_Required work:_ Could you please write out the data shown below, exactly and in full?

Start of Excerpted data

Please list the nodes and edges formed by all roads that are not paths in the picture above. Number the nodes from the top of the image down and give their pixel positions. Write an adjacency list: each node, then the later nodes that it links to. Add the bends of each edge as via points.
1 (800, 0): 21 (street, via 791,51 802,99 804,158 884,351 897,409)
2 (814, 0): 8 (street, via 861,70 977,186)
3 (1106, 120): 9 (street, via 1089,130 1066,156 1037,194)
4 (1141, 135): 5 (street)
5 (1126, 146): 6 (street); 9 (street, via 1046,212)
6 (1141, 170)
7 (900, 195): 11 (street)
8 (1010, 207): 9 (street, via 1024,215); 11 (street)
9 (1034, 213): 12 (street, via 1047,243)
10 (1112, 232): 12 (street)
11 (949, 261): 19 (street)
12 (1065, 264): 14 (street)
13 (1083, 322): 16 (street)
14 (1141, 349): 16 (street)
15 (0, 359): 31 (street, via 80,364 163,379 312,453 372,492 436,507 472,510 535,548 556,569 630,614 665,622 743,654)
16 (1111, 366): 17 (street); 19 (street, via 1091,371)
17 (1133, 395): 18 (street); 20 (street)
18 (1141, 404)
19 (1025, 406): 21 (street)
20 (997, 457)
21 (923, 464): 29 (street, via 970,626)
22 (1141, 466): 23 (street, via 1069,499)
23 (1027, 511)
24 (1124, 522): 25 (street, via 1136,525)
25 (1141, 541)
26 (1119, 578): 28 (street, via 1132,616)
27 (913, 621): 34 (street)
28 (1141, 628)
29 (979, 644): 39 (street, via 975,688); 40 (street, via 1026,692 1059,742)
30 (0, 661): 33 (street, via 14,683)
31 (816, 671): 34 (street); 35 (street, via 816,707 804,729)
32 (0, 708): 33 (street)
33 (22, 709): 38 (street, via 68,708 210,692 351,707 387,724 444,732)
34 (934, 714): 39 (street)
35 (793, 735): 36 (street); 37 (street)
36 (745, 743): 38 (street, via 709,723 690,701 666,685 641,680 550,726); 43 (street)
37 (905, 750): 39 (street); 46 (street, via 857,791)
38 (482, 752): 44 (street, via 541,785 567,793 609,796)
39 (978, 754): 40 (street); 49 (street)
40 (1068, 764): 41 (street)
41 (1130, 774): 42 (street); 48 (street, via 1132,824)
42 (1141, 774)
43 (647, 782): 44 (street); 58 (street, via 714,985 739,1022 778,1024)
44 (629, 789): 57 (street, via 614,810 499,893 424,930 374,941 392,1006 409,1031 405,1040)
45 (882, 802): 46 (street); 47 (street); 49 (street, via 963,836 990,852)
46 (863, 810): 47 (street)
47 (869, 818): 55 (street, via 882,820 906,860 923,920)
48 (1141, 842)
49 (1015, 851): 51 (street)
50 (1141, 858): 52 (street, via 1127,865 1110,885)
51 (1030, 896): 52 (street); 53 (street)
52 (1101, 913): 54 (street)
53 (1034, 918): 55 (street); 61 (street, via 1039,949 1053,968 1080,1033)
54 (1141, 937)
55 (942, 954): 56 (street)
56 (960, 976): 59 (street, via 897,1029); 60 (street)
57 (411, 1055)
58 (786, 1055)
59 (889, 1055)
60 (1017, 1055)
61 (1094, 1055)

End of Excerpted data

_Worked solution:_
Please list the nodes and edges formed by all roads that are not paths in the picture above. Number the nodes from the top of the image down and give their pixel positions. Write an adjacency list: each node, then the later nodes that it links to. Add the bends of each edge as via points.
1 (800, 0): 21 (street, via 791,51 802,99 804,158 884,351 897,409)
2 (814, 0): 8 (street, via 861,70 977,186)
3 (1106, 120): 9 (street, via 1089,130 1066,156 1037,194)
4 (1141, 135): 5 (street)
5 (1126, 146): 6 (street); 9 (street, via 1046,212)
6 (1141, 170)
7 (900, 195): 11 (street)
8 (1010, 207): 9 (street, via 1024,215); 11 (street)
9 (1034, 213): 12 (street, via 1047,243)
10 (1112, 232): 12 (street)
11 (949, 261): 19 (street)
12 (1065, 264): 14 (street)
13 (1083, 322): 16 (street)
14 (1141, 349): 16 (street)
15 (0, 359): 31 (street, via 80,364 163,379 312,453 372,492 436,507 472,510 535,548 556,569 630,614 665,622 743,654)
16 (1111, 366): 17 (street); 19 (street, via 1091,371)
17 (1133, 395): 18 (street); 20 (street)
18 (1141, 404)
19 (1025, 406): 21 (street)
20 (997, 457)
21 (923, 464): 29 (street, via 970,626)
22 (1141, 466): 23 (street, via 1069,499)
23 (1027, 511)
24 (1124, 522): 25 (street, via 1136,525)
25 (1141, 541)
26 (1119, 578): 28 (street, via 1132,616)
27 (913, 621): 34 (street)
28 (1141, 628)
29 (979, 644): 39 (street, via 975,688); 40 (street, via 1026,692 1059,742)
30 (0, 661): 33 (street, via 14,683)
31 (816, 671): 34 (street); 35 (street, via 816,707 804,729)
32 (0, 708): 33 (street)
33 (22, 709): 38 (street, via 68,708 210,692 351,707 387,724 444,732)
34 (934, 714): 39 (street)
35 (793, 735): 36 (street); 37 (street)
36 (745, 743): 38 (street, via 709,723 690,701 666,685 641,680 550,726); 43 (street)
37 (905, 750): 39 (street); 46 (street, via 857,791)
38 (482, 752): 44 (street, via 541,785 567,793 609,796)
39 (978, 754): 40 (street); 49 (street)
40 (1068, 764): 41 (street)
41 (1130, 774): 42 (street); 48 (street, via 1132,824)
42 (1141, 774)
43 (647, 782): 44 (street); 58 (street, via 714,985 739,1022 778,1024)
44 (629, 789): 57 (street, via 614,810 499,893 424,930 374,941 392,1006 409,1031 405,1040)
45 (882, 802): 46 (street); 47 (street); 49 (street, via 963,836 990,852)
46 (863, 810): 47 (street)
47 (869, 818): 55 (street, via 882,820 906,860 923,920)
48 (1141, 842)
49 (1015, 851): 51 (street)
50 (1141, 858): 52 (street, via 1127,865 1110,885)
51 (1030, 896): 52 (street); 53 (street)
52 (1101, 913): 54 (street)
53 (1034, 918): 55 (street); 61 (street, via 1039,949 1053,968 1080,1033)
54 (1141, 937)
55 (942, 954): 56 (street)
56 (960, 976): 59 (street, via 897,1029); 60 (street)
57 (411, 1055)
58 (786, 1055)
59 (889, 1055)
60 (1017, 1055)
61 (1094, 1055)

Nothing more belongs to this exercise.